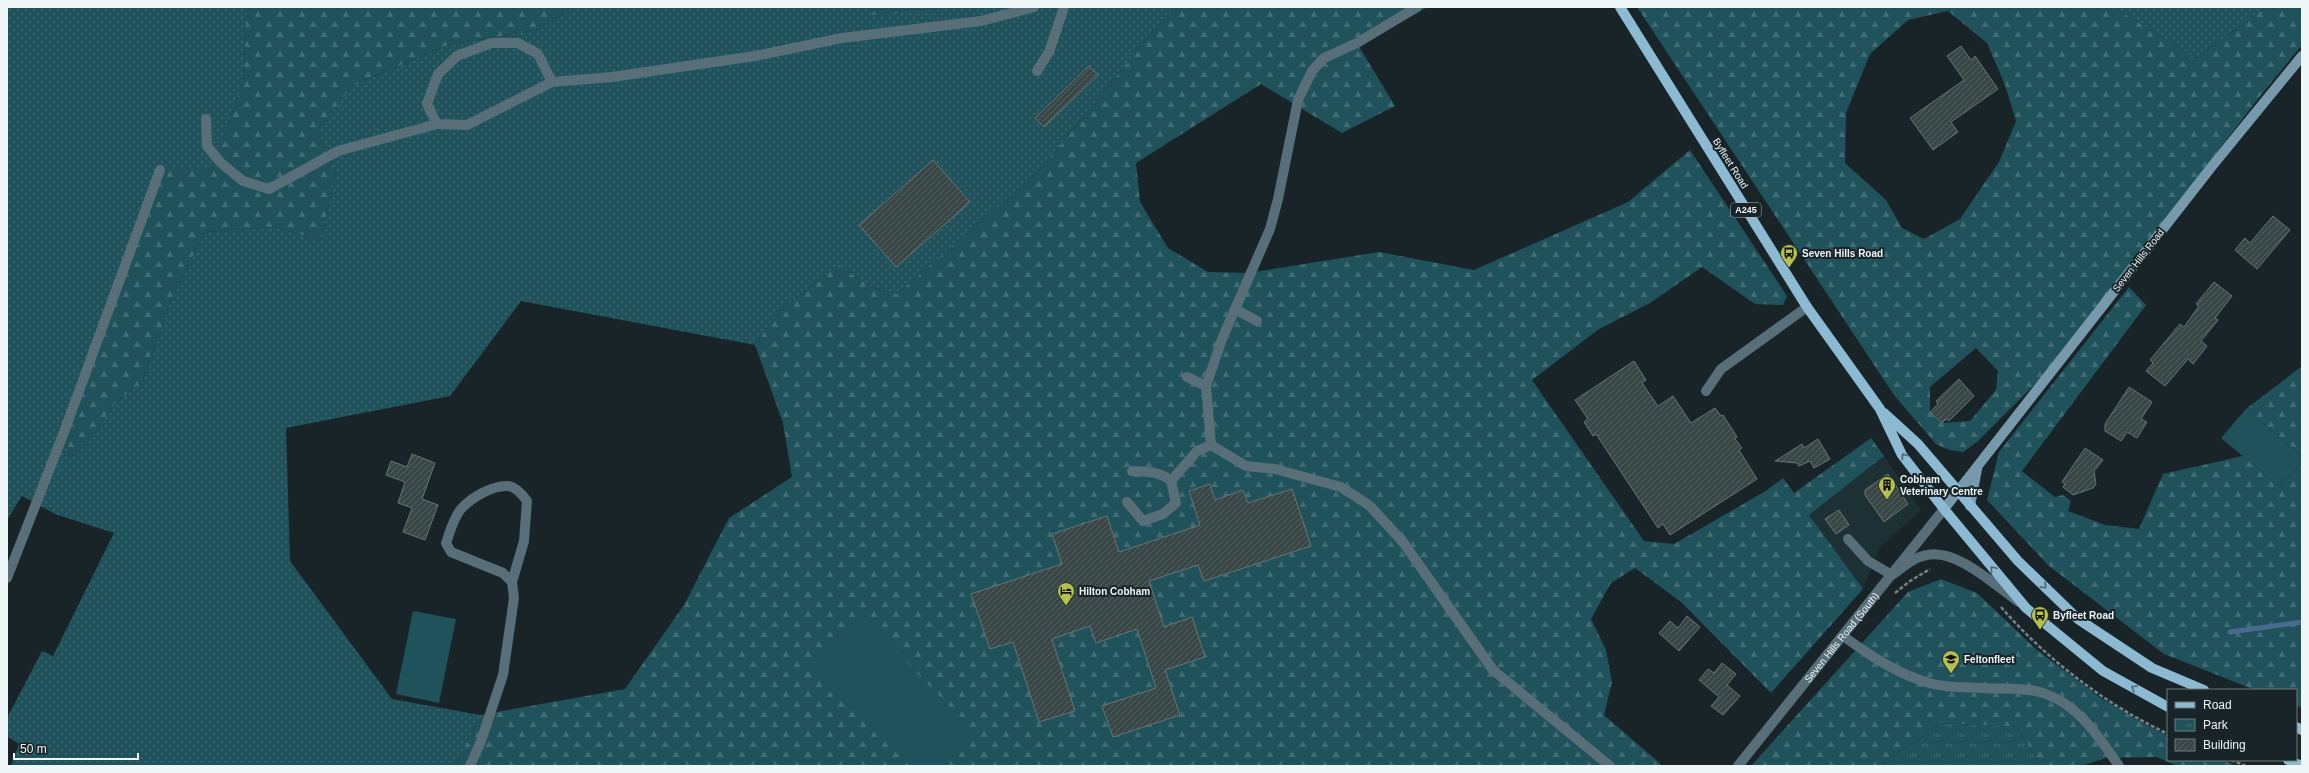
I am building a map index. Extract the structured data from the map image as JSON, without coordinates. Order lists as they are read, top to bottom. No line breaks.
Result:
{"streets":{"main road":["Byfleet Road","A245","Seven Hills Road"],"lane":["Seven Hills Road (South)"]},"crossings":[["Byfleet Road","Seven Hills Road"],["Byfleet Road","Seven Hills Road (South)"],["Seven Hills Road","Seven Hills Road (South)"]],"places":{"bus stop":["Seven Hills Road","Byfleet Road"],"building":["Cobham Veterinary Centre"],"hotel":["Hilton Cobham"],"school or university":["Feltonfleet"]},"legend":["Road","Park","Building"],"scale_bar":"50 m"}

---------------

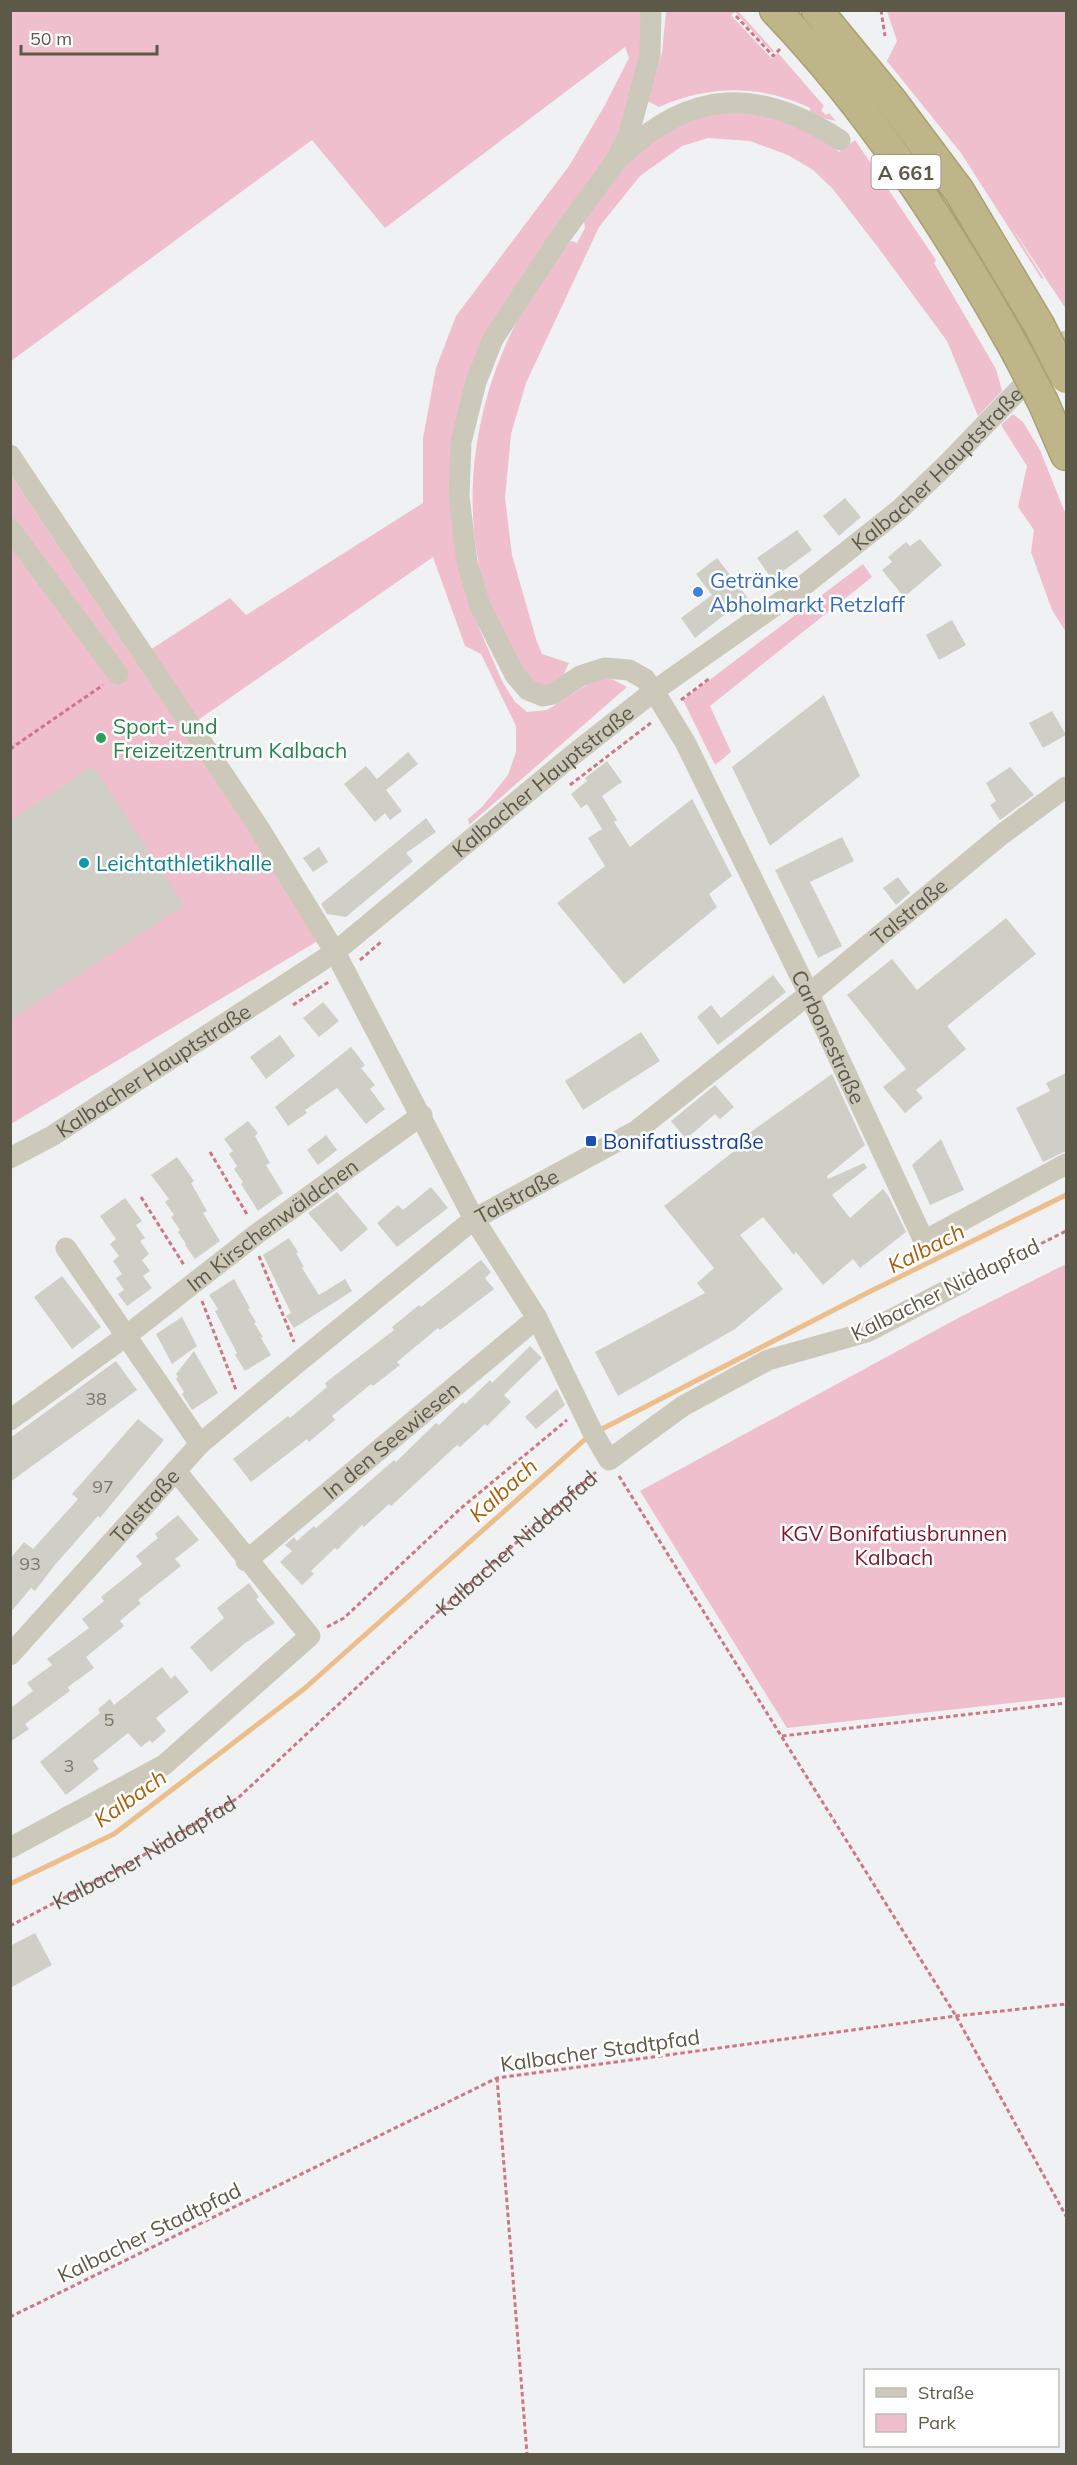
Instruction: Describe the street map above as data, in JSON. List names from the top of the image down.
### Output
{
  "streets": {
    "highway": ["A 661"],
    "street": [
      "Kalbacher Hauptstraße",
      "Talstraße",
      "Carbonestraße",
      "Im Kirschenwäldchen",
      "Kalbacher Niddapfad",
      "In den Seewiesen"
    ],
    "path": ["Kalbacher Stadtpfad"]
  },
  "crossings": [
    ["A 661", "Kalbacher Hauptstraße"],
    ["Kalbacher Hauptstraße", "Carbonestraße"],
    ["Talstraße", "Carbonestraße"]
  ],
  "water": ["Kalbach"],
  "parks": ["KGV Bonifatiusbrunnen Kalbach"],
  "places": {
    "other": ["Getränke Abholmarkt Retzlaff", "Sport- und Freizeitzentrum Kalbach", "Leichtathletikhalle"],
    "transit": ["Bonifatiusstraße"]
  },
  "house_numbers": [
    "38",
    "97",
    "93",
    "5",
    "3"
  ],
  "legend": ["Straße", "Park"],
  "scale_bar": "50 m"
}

---------------

In the listing above, which lines include the string "JSON"? Return every one of them.

RESPONSE BOX —
I am building a map index. Extract the structured data from the map image as JSON, without coordinates. Order lists as they are read, top to bottom. No line breaks.
Instruction: Describe the street map above as data, in JSON. List names from the top of the image down.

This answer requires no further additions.